# [HOW TO COMPLETE THIS TASK]
Copy every record below exactly as written, but leave out the pictures.

Records from a data collection
#####

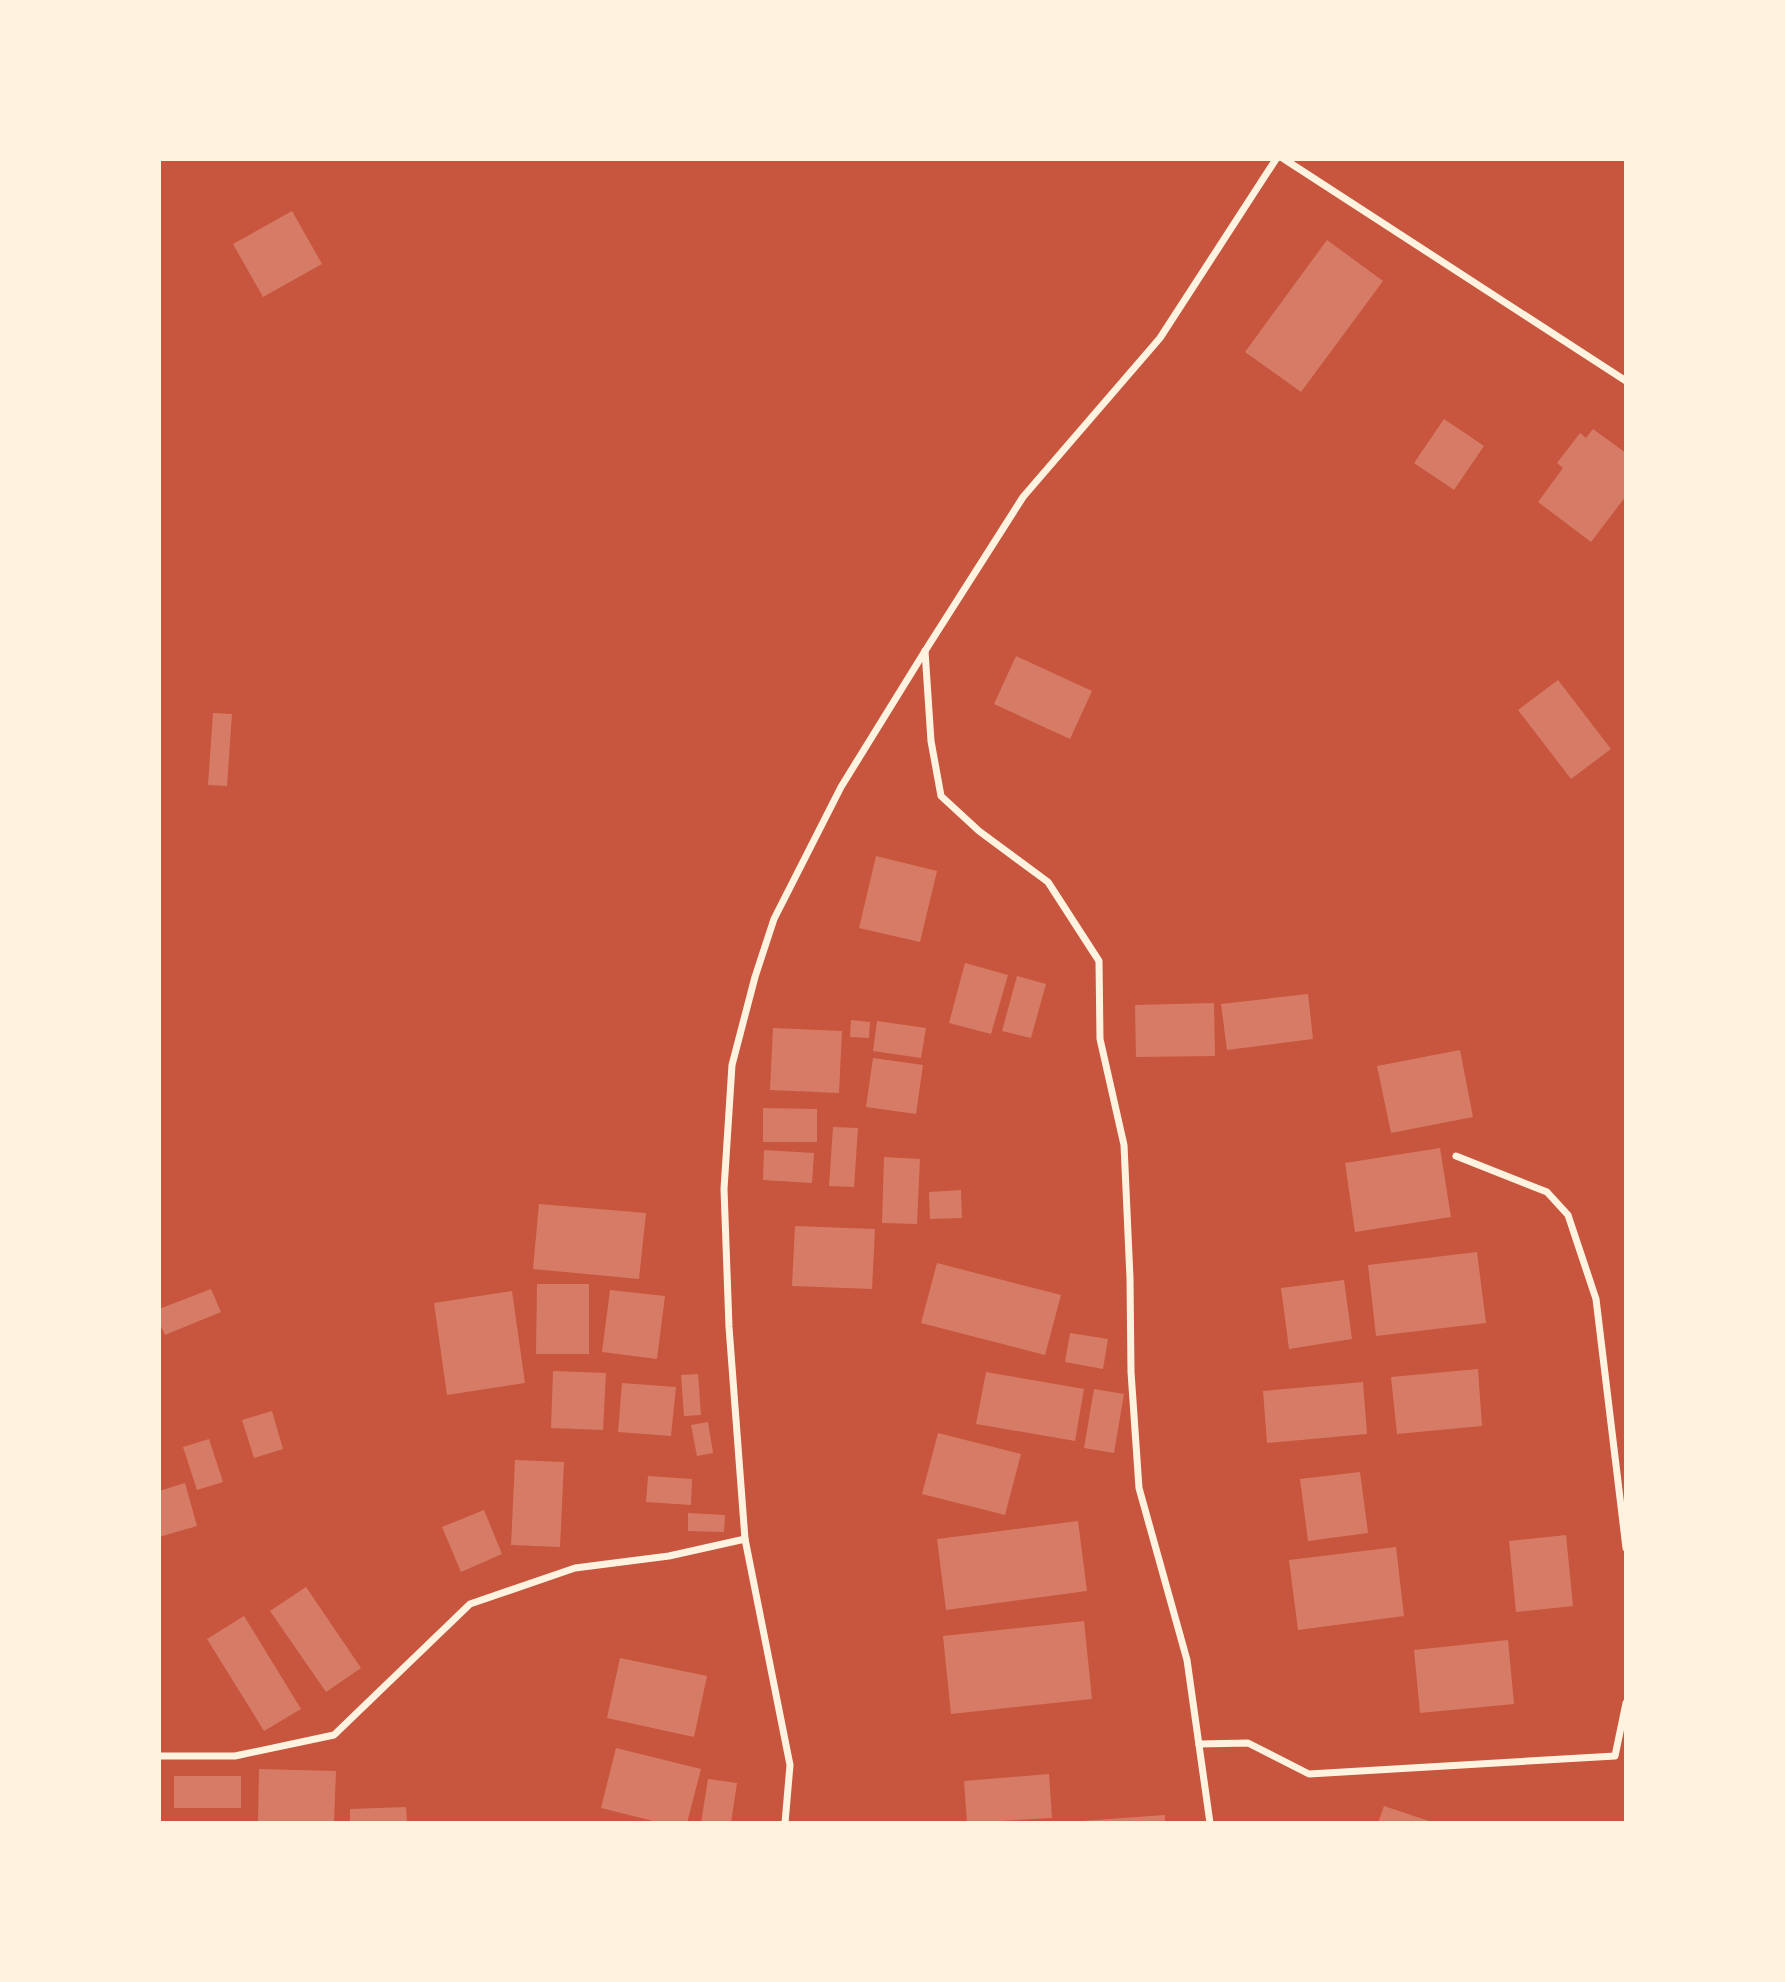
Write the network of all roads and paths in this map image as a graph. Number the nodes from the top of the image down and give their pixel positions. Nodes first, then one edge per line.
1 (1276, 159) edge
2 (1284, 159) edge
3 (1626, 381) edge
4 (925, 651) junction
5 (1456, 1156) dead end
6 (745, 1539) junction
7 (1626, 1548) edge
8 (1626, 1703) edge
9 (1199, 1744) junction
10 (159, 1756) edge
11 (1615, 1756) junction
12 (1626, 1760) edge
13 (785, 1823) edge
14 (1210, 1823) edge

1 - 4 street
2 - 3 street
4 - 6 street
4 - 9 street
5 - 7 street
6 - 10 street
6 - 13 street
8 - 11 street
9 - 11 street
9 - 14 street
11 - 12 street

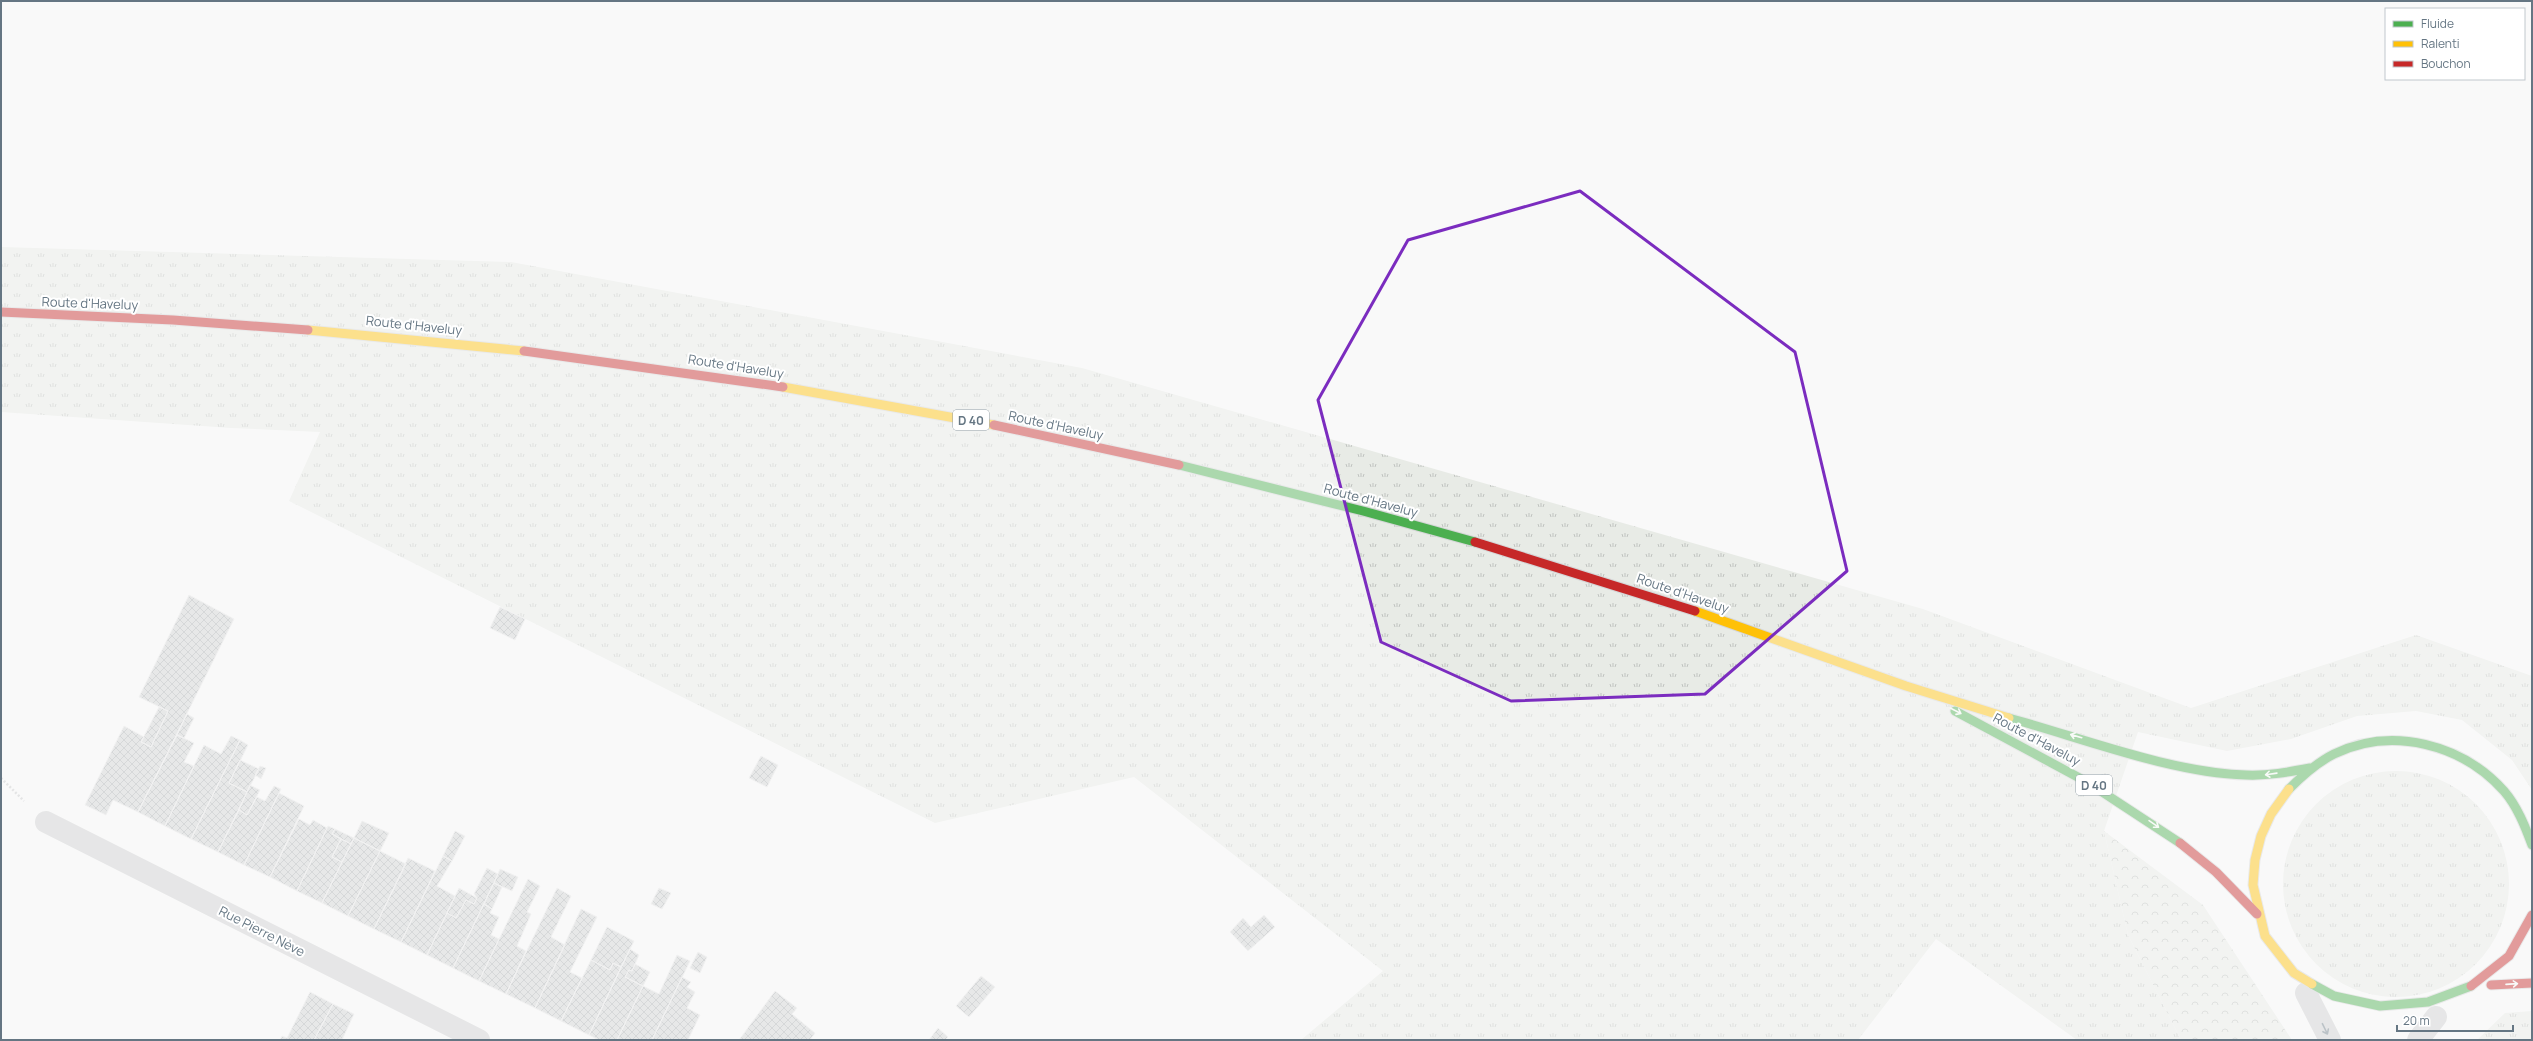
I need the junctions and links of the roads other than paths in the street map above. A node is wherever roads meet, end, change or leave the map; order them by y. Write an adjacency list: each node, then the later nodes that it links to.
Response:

#####

# [EXERCISE RESULT]
Write the network of all roads and paths in this map image as a graph. Number the nodes from the top of the image down and give their pixel positions. Nodes first, then one edge per line.
1 (1276, 159) edge
2 (1284, 159) edge
3 (1626, 381) edge
4 (925, 651) junction
5 (1456, 1156) dead end
6 (745, 1539) junction
7 (1626, 1548) edge
8 (1626, 1703) edge
9 (1199, 1744) junction
10 (159, 1756) edge
11 (1615, 1756) junction
12 (1626, 1760) edge
13 (785, 1823) edge
14 (1210, 1823) edge

1 - 4 street
2 - 3 street
4 - 6 street
4 - 9 street
5 - 7 street
6 - 10 street
6 - 13 street
8 - 11 street
9 - 11 street
9 - 14 street
11 - 12 street

I need the junctions and links of the roads other than paths in the street map above. A node is wherever roads meet, end, change or leave the map; order them by y. Write an adjacency list: each node, then the later nodes that it links to.
Response:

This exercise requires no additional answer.